*** Records shown ***
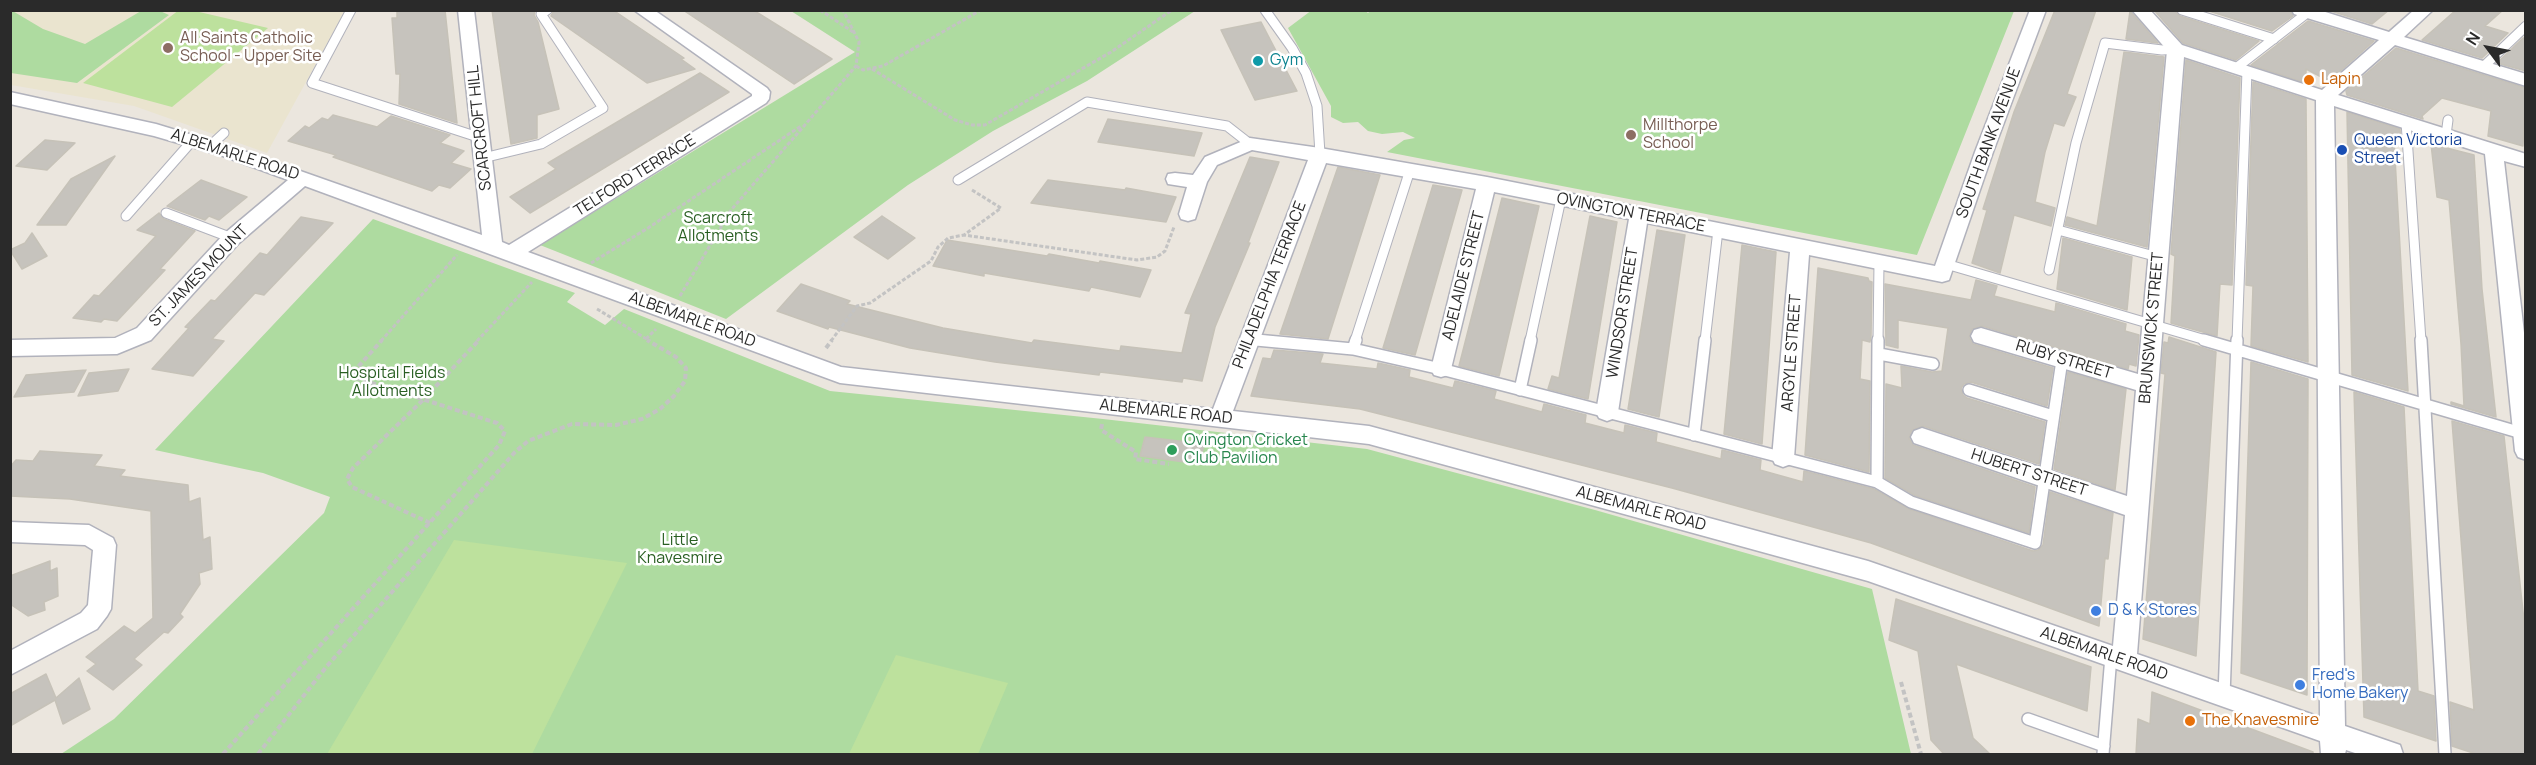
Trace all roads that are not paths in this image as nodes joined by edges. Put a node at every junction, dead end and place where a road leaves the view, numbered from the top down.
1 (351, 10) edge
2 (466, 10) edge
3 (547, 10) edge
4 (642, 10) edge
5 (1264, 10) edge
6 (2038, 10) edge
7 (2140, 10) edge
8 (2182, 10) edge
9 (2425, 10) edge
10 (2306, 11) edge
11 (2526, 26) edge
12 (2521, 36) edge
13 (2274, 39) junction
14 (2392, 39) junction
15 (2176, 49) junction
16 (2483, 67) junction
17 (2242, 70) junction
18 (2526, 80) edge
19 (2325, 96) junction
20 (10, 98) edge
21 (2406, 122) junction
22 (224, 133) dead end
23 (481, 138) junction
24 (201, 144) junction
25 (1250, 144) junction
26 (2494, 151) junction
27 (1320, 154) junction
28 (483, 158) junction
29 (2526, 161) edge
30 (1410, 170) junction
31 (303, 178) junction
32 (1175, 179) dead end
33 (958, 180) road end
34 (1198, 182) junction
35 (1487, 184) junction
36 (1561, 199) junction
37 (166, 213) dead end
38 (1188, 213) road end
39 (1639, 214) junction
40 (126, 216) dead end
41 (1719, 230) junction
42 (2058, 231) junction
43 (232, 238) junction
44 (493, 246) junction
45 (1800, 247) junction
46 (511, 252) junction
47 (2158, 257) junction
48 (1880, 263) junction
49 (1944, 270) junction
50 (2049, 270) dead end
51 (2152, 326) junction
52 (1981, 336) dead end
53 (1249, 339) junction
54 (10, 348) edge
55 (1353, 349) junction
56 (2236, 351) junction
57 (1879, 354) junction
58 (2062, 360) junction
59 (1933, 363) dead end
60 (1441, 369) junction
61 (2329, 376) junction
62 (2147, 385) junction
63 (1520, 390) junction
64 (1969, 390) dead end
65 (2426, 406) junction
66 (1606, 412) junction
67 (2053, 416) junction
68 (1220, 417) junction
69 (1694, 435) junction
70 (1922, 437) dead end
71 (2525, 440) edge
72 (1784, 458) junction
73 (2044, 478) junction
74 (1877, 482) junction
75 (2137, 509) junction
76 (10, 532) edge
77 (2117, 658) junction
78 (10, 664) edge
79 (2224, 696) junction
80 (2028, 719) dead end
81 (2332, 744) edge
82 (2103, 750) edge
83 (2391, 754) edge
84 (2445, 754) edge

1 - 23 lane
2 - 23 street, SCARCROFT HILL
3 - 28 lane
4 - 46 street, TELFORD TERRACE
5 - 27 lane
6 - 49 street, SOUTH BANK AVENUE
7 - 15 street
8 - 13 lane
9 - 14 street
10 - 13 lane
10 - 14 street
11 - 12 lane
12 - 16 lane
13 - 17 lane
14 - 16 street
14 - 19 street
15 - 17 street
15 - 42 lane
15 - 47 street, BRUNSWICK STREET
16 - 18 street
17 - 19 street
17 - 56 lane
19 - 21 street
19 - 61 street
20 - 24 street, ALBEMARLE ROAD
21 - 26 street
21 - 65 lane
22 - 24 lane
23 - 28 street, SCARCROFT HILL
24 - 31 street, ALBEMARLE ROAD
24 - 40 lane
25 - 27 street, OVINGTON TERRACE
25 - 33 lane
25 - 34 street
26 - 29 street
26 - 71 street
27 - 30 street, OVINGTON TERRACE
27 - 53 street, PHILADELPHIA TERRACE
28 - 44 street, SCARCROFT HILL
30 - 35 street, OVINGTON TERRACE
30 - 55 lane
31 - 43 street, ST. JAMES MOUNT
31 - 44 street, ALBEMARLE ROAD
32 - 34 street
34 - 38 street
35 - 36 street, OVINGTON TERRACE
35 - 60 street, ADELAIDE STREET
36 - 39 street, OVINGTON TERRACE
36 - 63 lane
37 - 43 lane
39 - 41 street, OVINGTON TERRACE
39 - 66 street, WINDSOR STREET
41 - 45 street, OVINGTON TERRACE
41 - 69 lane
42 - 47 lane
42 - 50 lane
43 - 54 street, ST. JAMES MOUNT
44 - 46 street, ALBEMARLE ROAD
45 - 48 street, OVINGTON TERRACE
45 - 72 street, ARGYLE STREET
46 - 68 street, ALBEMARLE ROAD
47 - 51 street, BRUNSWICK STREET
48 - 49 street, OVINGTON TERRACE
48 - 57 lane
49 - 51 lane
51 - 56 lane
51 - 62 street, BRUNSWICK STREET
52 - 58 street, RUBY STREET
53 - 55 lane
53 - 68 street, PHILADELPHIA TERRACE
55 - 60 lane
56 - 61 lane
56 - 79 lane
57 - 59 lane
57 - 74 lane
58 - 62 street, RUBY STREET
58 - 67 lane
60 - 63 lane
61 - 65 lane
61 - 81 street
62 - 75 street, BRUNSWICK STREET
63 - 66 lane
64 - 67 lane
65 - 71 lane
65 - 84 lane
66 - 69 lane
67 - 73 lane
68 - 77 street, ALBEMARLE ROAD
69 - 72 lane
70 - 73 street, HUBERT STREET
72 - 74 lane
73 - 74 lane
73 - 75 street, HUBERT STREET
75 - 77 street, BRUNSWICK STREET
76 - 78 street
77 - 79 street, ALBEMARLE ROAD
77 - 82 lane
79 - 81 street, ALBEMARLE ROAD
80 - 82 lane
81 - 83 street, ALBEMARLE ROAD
*** End of Records shown ***
Look through the records for the word "PHILADELPHIA". Every line that has it should be copied.

» **Answer**
27 - 53 street, PHILADELPHIA TERRACE
53 - 68 street, PHILADELPHIA TERRACE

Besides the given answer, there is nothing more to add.